BY RICK JACKSON
The mythology of man's creation is the focus of director Ridley Scott's latest directorial effort. As not a prequel to Alien (1979), although it asks the moviegoer to think more of what you saw in the latter in order to understand the way alien societies think. The consistent point of interest reverts back to it within the simple plot structure and the dialogue, especially in the scenes where a character questions why someone would create something then destroy it. The words cry for a sequel as you watch the finale in terms of where Scott will go in possible sequels.
Here is a film that provokes humans to think about creation and why a scientist would want to tinker with it. Author Mary Shelley did it with Frankenstein and Hollywood has done well with the many movies about the Frankenstein monster.
Humans lack faith to carry on and in the science fiction genre it is part of the myth that the Science Fiction Encyclopedia refers as continuous change. The role of the alien society and why it created itself is, in terms of Prometheus and Alien, is how they struggle to survive. Coming to earth, they are using humans to carry their embryos so their race will become extinct. What man fails to understand is how easily our race will someday come to an end, and it is something worth thinking about when you talk about the film afterwards.
As a movie, Scott's reason is to make it worth sitting through and he succeeds in making another marvel in science fiction and to think seriously of how we were created apart from Charles Darwin's Origin Of The Species and The Book of Genesis. Unlike Faust who sold his soul in exchange for knowledge, Scott is interested in seeing how many moviegoers will pay to see a story that subliminally asks questions you never thought you'd ask.
When one of the other worldly creatures tells a human to try harder, it is really the film director asking the question. The answer will be different for many and it will depend on your interest in the subject whether or not you just want to see if you can be scared one more time, especially if you saw Aliens in 1986.
Prometheus was a Greek god who created man from clay because he wanted to know what made him stay alive. In his own way, he also believed in man's mortality. Hollywood saw potential in the theme to gross out moviegoers and there is a definite audience for it but seeing Prometheus the film is going to be a different experience. The relationship with mythology is obscure and skin deep under the guise of the film's main purpose, and you will see in 3D images that will impress beyond Alien and its sequels. It is deliberately slow paced and throughout each character is determined to reflect on the story's main theme.
In a way, science fiction has depended on our understanding of ourselves as members of the human race, and whether or not we want to see the end of the world. The aliens conjured up in Hollywood are looking at our survival through our basic human needs for love and sex and see an opportunity to exploit them and this is particularly evident among the crew of Prometheus.
The special effects are outstanding even in 3D and there is evidence of alien life on the walls of the caves recalling our own drawings of how we lived if you remember Werner Herzog's Cave Of Forgotten Dreams.

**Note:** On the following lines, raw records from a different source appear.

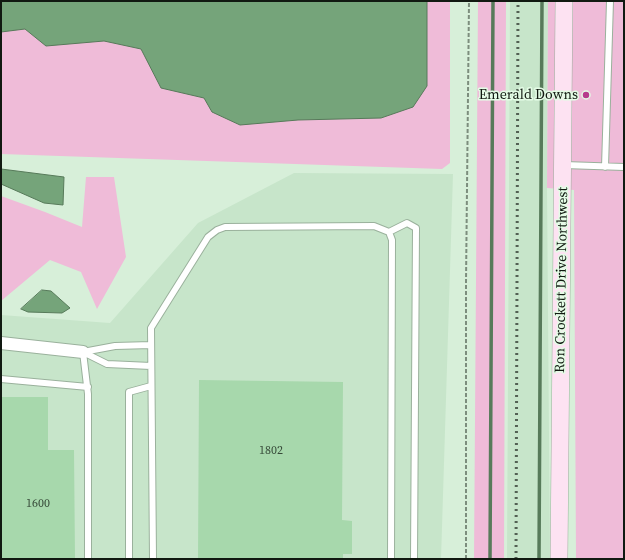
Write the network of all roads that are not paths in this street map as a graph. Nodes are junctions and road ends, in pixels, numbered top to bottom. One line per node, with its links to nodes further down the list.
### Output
1 (564, 1): 3 (street, Ron Crockett Drive Northwest)
2 (610, 1): 4 (lane)
3 (563, 165): 4 (lane); 19 (street, Ron Crockett Drive Northwest)
4 (605, 167): 5 (lane)
5 (624, 167)
6 (389, 232): 8 (lane); 17 (lane); 18 (lane)
7 (1, 343): 9 (street)
8 (151, 345): 9 (lane); 10 (lane)
9 (83, 352): 10 (lane); 13 (lane)
10 (151, 366): 12 (lane)
11 (1, 379): 13 (lane)
12 (151, 386): 15 (lane); 16 (lane)
13 (88, 387): 14 (lane)
14 (88, 559)
15 (129, 559)
16 (153, 559)
17 (391, 559)
18 (414, 559)
19 (559, 559)

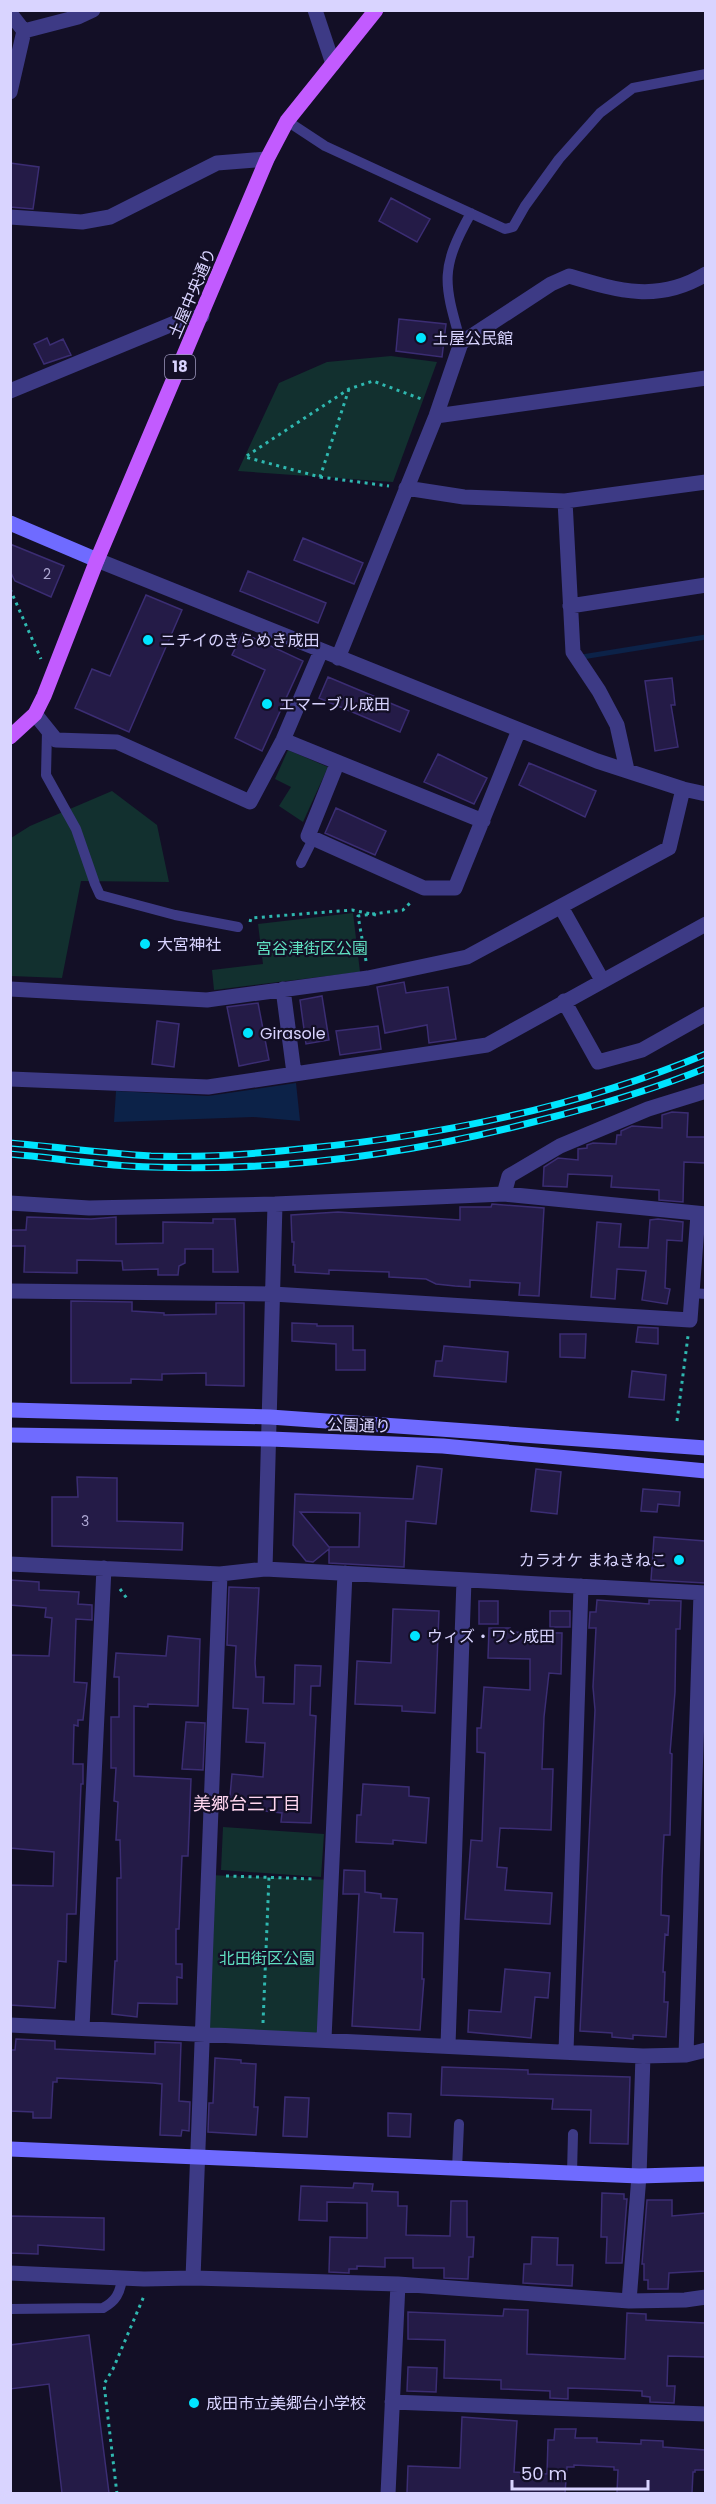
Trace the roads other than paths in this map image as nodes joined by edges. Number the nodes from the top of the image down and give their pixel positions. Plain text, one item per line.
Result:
1 (93, 10) edge
2 (315, 10) edge
3 (376, 10) edge
4 (10, 13) edge
5 (24, 31) junction
6 (333, 64) junction
7 (705, 74) edge
8 (10, 92) edge
9 (286, 121) junction
10 (267, 159) junction
11 (471, 213) junction
12 (10, 217) edge
13 (705, 274) edge
14 (202, 316) junction
15 (461, 343) junction
16 (705, 378) edge
17 (10, 391) edge
18 (438, 411) junction
19 (705, 482) edge
20 (406, 488) junction
21 (565, 501) junction
22 (10, 523) edge
23 (97, 560) junction
24 (705, 585) edge
25 (570, 606) junction
26 (321, 651) junction
27 (338, 658) junction
28 (35, 714) junction
29 (519, 730) junction
30 (47, 731) junction
31 (10, 737) edge
32 (283, 740) junction
33 (337, 764) junction
34 (627, 770) junction
35 (683, 789) junction
36 (705, 794) edge
37 (483, 821) junction
38 (313, 839) junction
39 (301, 863) dead end
40 (561, 907) junction
41 (705, 924) edge
42 (238, 927) dead end
43 (602, 981) junction
44 (10, 989) edge
45 (283, 989) junction
46 (564, 1001) junction
47 (705, 1014) edge
48 (294, 1073) junction
49 (10, 1079) edge
50 (705, 1091) edge
51 (504, 1194) junction
52 (10, 1203) edge
53 (275, 1204) junction
54 (702, 1214) edge
55 (10, 1291) edge
56 (273, 1294) junction
57 (699, 1294) edge
58 (10, 1410) edge
59 (270, 1417) junction
60 (10, 1435) edge
61 (270, 1439) junction
62 (705, 1448) edge
63 (705, 1471) edge
64 (10, 1564) edge
65 (104, 1569) junction
66 (265, 1569) junction
67 (345, 1573) junction
68 (220, 1574) junction
69 (464, 1580) junction
70 (581, 1586) junction
71 (703, 1593) edge
72 (10, 2025) edge
73 (82, 2028) junction
74 (203, 2036) junction
75 (324, 2039) junction
76 (448, 2045) junction
77 (705, 2050) edge
78 (566, 2052) junction
79 (686, 2055) junction
80 (643, 2056) junction
81 (459, 2124) dead end
82 (573, 2134) dead end
83 (10, 2148) edge
84 (198, 2158) junction
85 (457, 2169) junction
86 (572, 2173) junction
87 (705, 2174) edge
88 (639, 2176) junction
89 (10, 2273) edge
90 (193, 2278) junction
91 (122, 2279) junction
92 (398, 2284) junction
93 (705, 2297) edge
94 (629, 2301) junction
95 (10, 2309) edge
96 (392, 2402) junction
97 (705, 2414) edge
98 (388, 2493) edge

1 - 5 street
2 - 6 street
3 - 6 main road, 土屋中央通り / 18
4 - 5 street
5 - 8 street
6 - 9 main road, 土屋中央通り / 18
7 - 11 lane
9 - 10 main road, 土屋中央通り / 18
9 - 11 lane
10 - 12 street
10 - 14 main road, 土屋中央通り / 18
11 - 15 lane
13 - 15 street
14 - 17 street
14 - 23 main road, 土屋中央通り / 18
15 - 18 street
16 - 18 street
18 - 20 street
19 - 21 street
20 - 21 street
20 - 27 street
21 - 25 street
22 - 23 street
23 - 26 street
23 - 28 main road, 土屋中央通り / 18
24 - 25 street
25 - 34 street
26 - 27 street
26 - 32 street
27 - 29 street
28 - 30 street
28 - 31 main road, 土屋中央通り / 18
29 - 34 street
29 - 37 street
30 - 32 street
30 - 42 lane
32 - 33 street
33 - 37 street
33 - 38 street
34 - 35 street
35 - 36 street
35 - 40 street
37 - 38 street
38 - 39 lane
40 - 43 street
40 - 45 street
41 - 43 street
43 - 46 street
44 - 45 street
45 - 48 street
46 - 47 street
46 - 48 street
48 - 49 street
50 - 51 street
51 - 53 street
51 - 54 street
52 - 53 street
53 - 56 street
54 - 57 street
55 - 56 street
56 - 57 street
56 - 59 street
58 - 59 street, 公園通り
59 - 61 street
59 - 62 street, 公園通り
60 - 61 street, 公園通り
61 - 63 street, 公園通り
61 - 66 street
64 - 65 street
65 - 68 street
65 - 73 street
66 - 67 street
66 - 68 street
67 - 69 street
67 - 75 street
68 - 74 street
69 - 70 street
69 - 76 street
70 - 71 street
70 - 78 street
71 - 79 street
72 - 73 street
73 - 74 street
74 - 75 street
74 - 84 street
75 - 76 street
76 - 78 street
77 - 79 street
78 - 80 street
79 - 80 street
80 - 88 street
81 - 85 lane
82 - 86 lane
83 - 84 street
84 - 85 street
84 - 90 street
85 - 86 street
86 - 88 street
87 - 88 street
88 - 94 street
89 - 91 street
90 - 91 street
90 - 92 street
91 - 95 lane
92 - 94 street
92 - 96 street
93 - 94 street
96 - 97 street
96 - 98 street

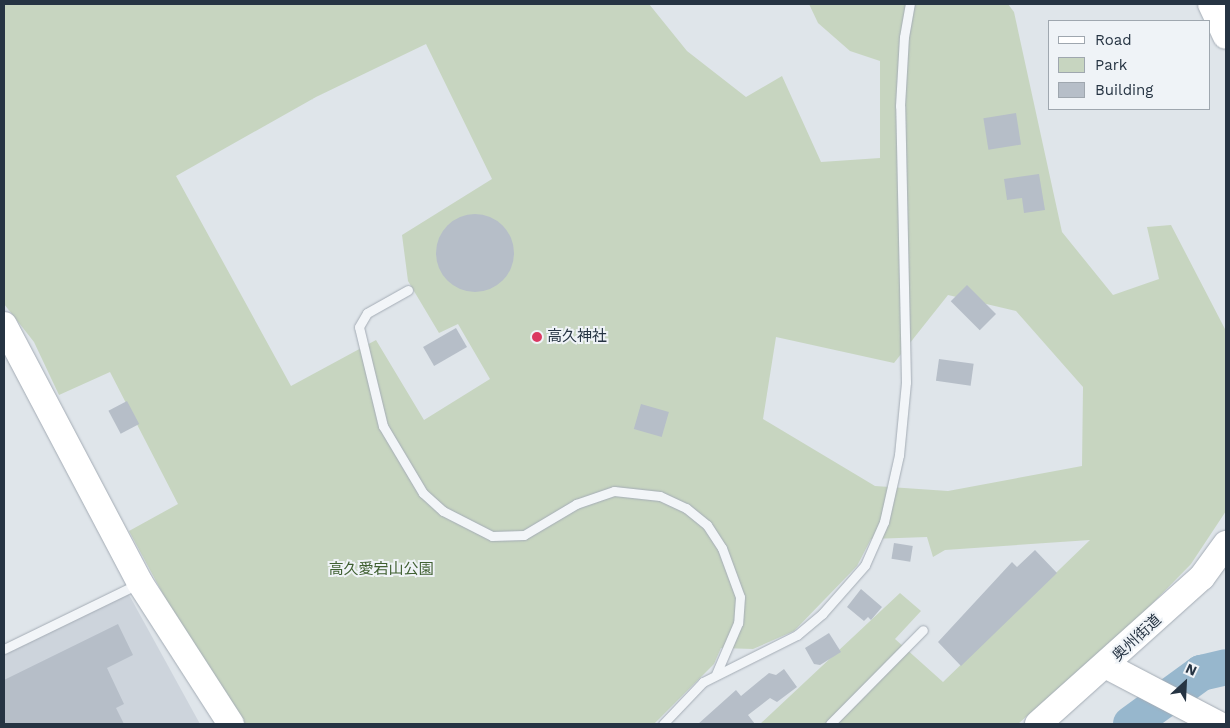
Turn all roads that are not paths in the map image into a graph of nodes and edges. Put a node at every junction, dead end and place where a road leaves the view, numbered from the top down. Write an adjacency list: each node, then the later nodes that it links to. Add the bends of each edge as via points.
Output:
1 (910, 4): 11 (lane, via 904,37 900,106 906,382 899,456 884,522 865,566 822,614 797,636)
2 (1211, 4): 3 (street)
3 (1226, 36)
4 (408, 290): 11 (lane, via 367,313 359,328 382,426 399,459 423,493 443,511 492,536 524,535 576,504 614,491 660,496 686,508 707,525 722,548 740,597 738,623)
5 (4, 325): 7 (street)
6 (1226, 544): 10 (street, 奥州街道, via 1202,577)
7 (140, 583): 9 (lane); 12 (street)
8 (922, 630): 14 (lane)
9 (4, 650)
10 (1107, 666): 15 (street, 奥州街道); 16 (street, via 1136,684)
11 (716, 674): 13 (lane)
12 (231, 724)
13 (663, 724)
14 (830, 724)
15 (1038, 724)
16 (1218, 724)

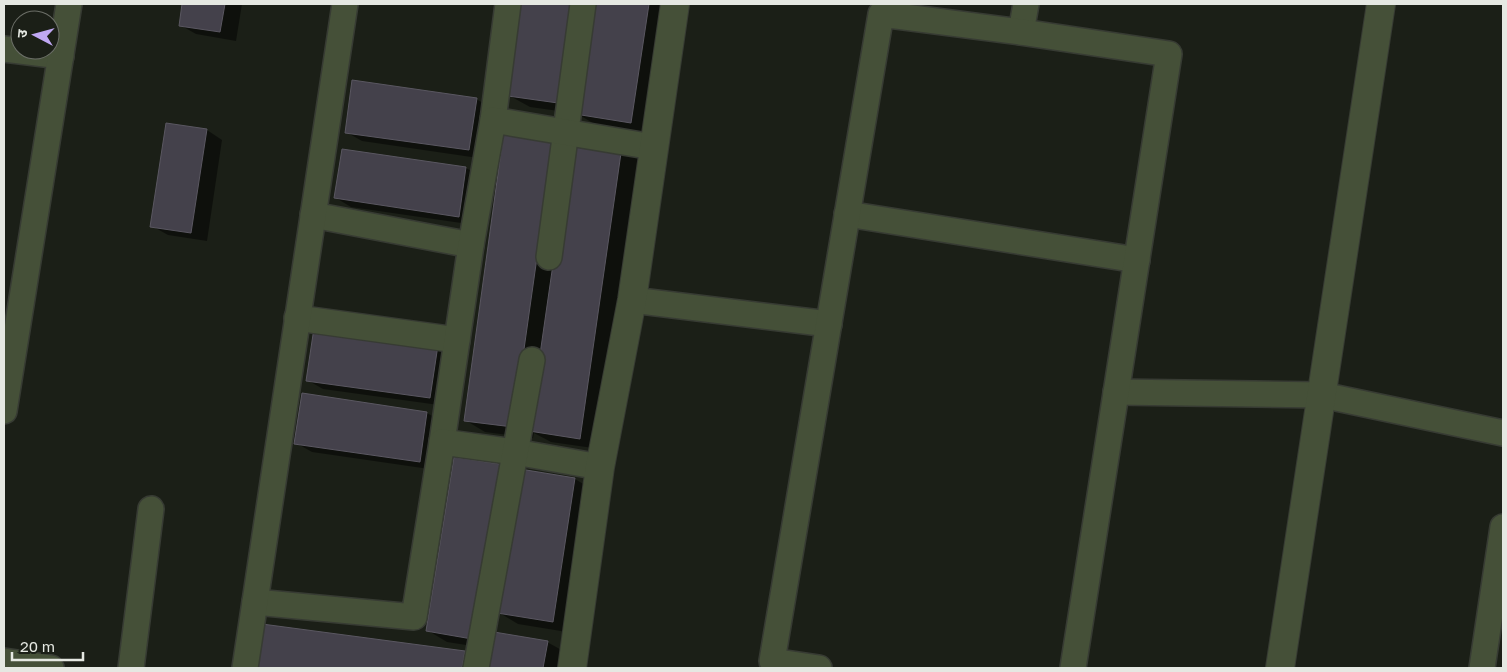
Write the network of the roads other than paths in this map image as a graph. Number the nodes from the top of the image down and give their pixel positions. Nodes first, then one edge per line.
1 (69, 4) edge
2 (345, 4) edge
3 (508, 4) edge
4 (583, 4) edge
5 (675, 4) edge
6 (1026, 4) edge
7 (1381, 4) edge
8 (1022, 32) junction
9 (60, 56) edge
10 (59, 60) edge
11 (493, 120) junction
12 (567, 132) junction
13 (653, 147) junction
14 (847, 214) junction
15 (313, 215) junction
16 (471, 245) junction
17 (549, 257) dead end
18 (1137, 260) junction
19 (632, 300) junction
20 (296, 318) junction
21 (829, 324) junction
22 (457, 340) junction
23 (532, 360) dead end
24 (1116, 392) junction
25 (1322, 395) junction
26 (4, 411) edge
27 (1503, 433) edge
28 (442, 442) junction
29 (515, 452) junction
30 (600, 467) junction
31 (151, 509) dead end
32 (1503, 527) edge
33 (255, 602) junction
34 (4, 661) edge
35 (51, 668) edge
36 (131, 668) edge
37 (245, 668) edge
38 (476, 668) edge
39 (572, 668) edge
40 (819, 668) edge
41 (1073, 668) edge
42 (1280, 668) edge
43 (1482, 668) edge

1 - 9 street
2 - 15 street
3 - 11 street
4 - 12 street
5 - 13 street
6 - 8 street
7 - 25 street
8 - 14 street
8 - 18 street
10 - 26 street
11 - 12 street
11 - 16 street
12 - 13 street
12 - 17 street
13 - 19 street
14 - 18 street
14 - 21 street
15 - 16 street
15 - 20 street
16 - 22 street
18 - 24 street
19 - 21 street
19 - 30 street
20 - 22 street
20 - 33 street
21 - 40 street
22 - 28 street
23 - 29 street
24 - 25 street
24 - 41 street
25 - 27 street
25 - 42 street
28 - 29 street
28 - 33 street
29 - 30 street
29 - 38 street
30 - 39 street
31 - 36 street
32 - 43 street
33 - 37 street
34 - 35 street

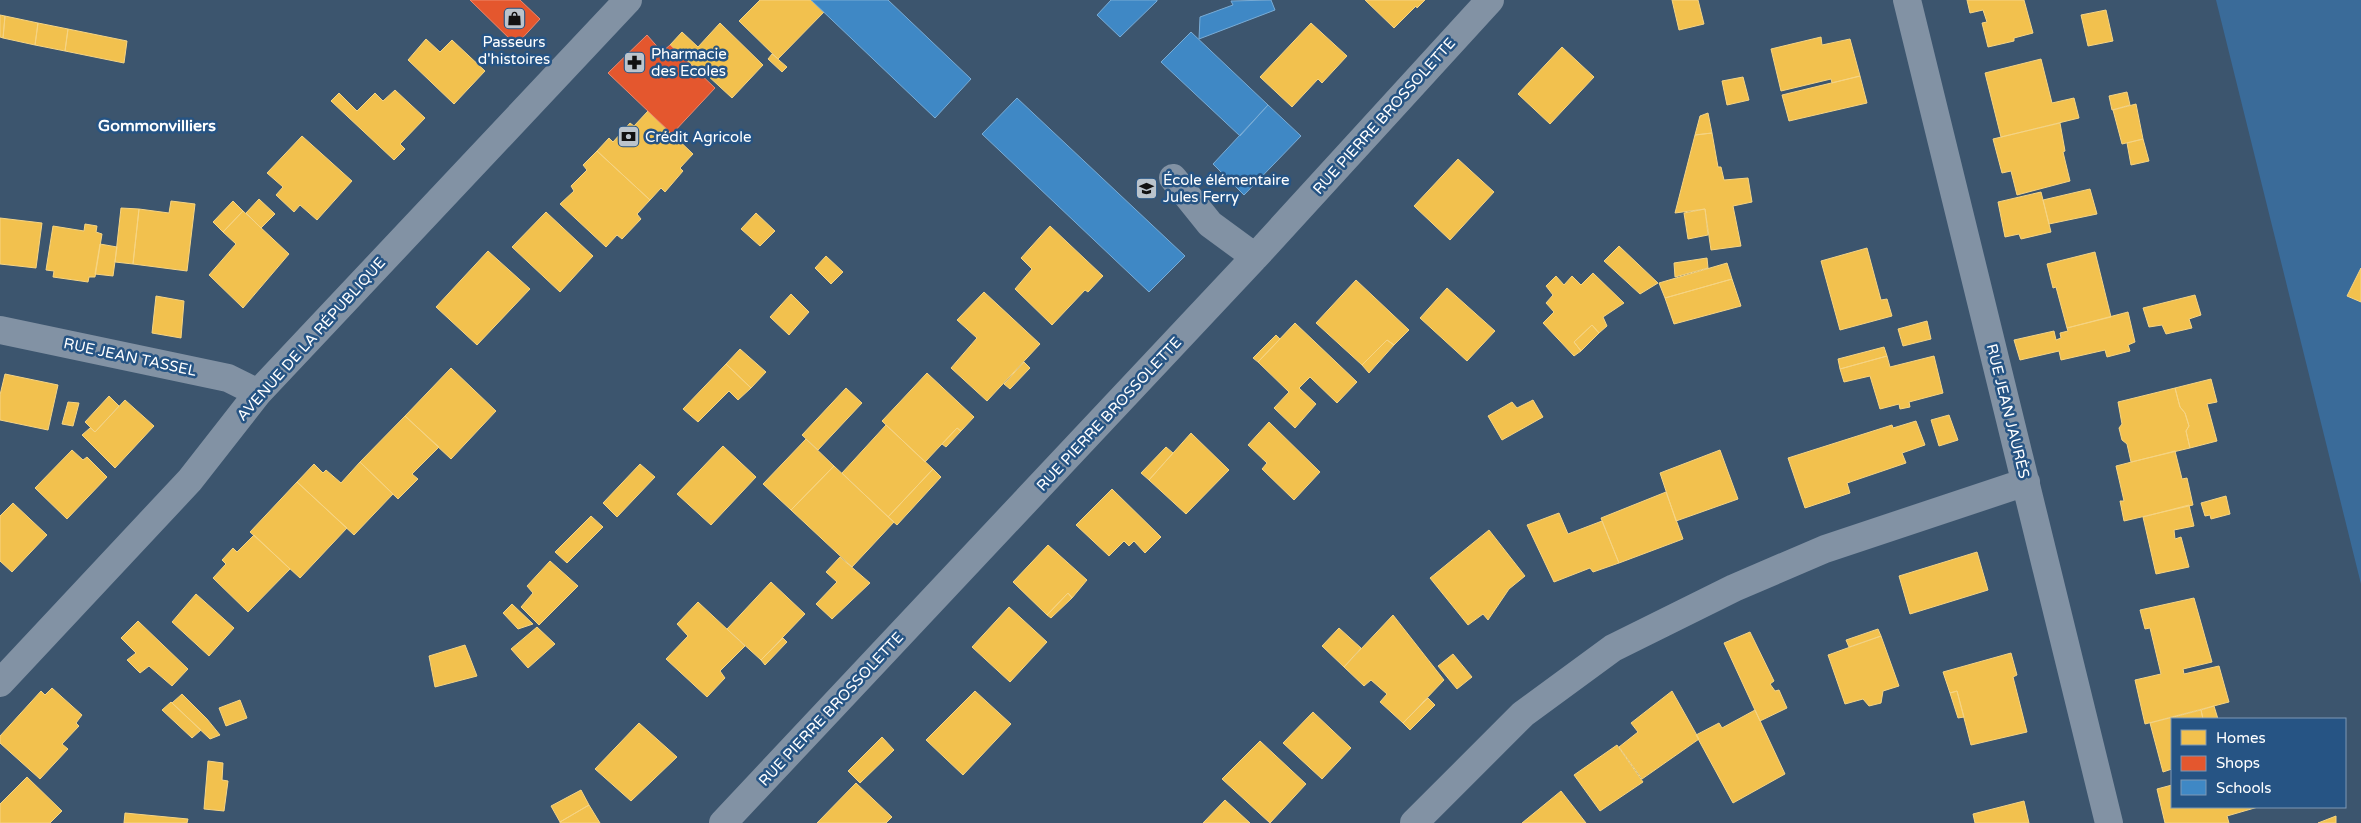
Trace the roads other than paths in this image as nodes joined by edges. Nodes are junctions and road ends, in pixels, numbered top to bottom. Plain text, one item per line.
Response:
1 (628, 0) edge
2 (1490, 0) edge
3 (1907, 0) edge
4 (1173, 178) dead end
5 (1255, 257) junction
6 (0, 330) edge
7 (258, 393) junction
8 (2026, 482) junction
9 (0, 683) edge
10 (723, 823) edge
11 (1414, 823) edge
12 (2109, 823) edge

1 - 7 street, AVENUE DE LA RÉPUBLIQUE
2 - 5 street, RUE PIERRE BROSSOLETTE
3 - 8 street, RUE JEAN JAURÈS
4 - 5 street
5 - 10 street, RUE PIERRE BROSSOLETTE
6 - 7 street, RUE JEAN TASSEL
7 - 9 street, AVENUE DE LA RÉPUBLIQUE
8 - 11 street
8 - 12 street, RUE JEAN JAURÈS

David, the andrioid, is perfectly payed by Michael Fassbender as the one hope for man's survival, unlike the one in the original Alien which was programmed to destroy us.
Noomi Rapace injects solidarity and intelligence as Elizabeth Shaw and she is an important character to watch closely.
Charlize Theron is well cast as Meredith Vickers, who represents the company who financed the ship, Prometheus.
Marc Streitenfeld's music score, Dariusz Wolski's cinematography and Arthur Max's production design all contribute to this masterwork of science fiction.
It is rated 14A, with the warnings: frightening scenes, gory scenes and violence.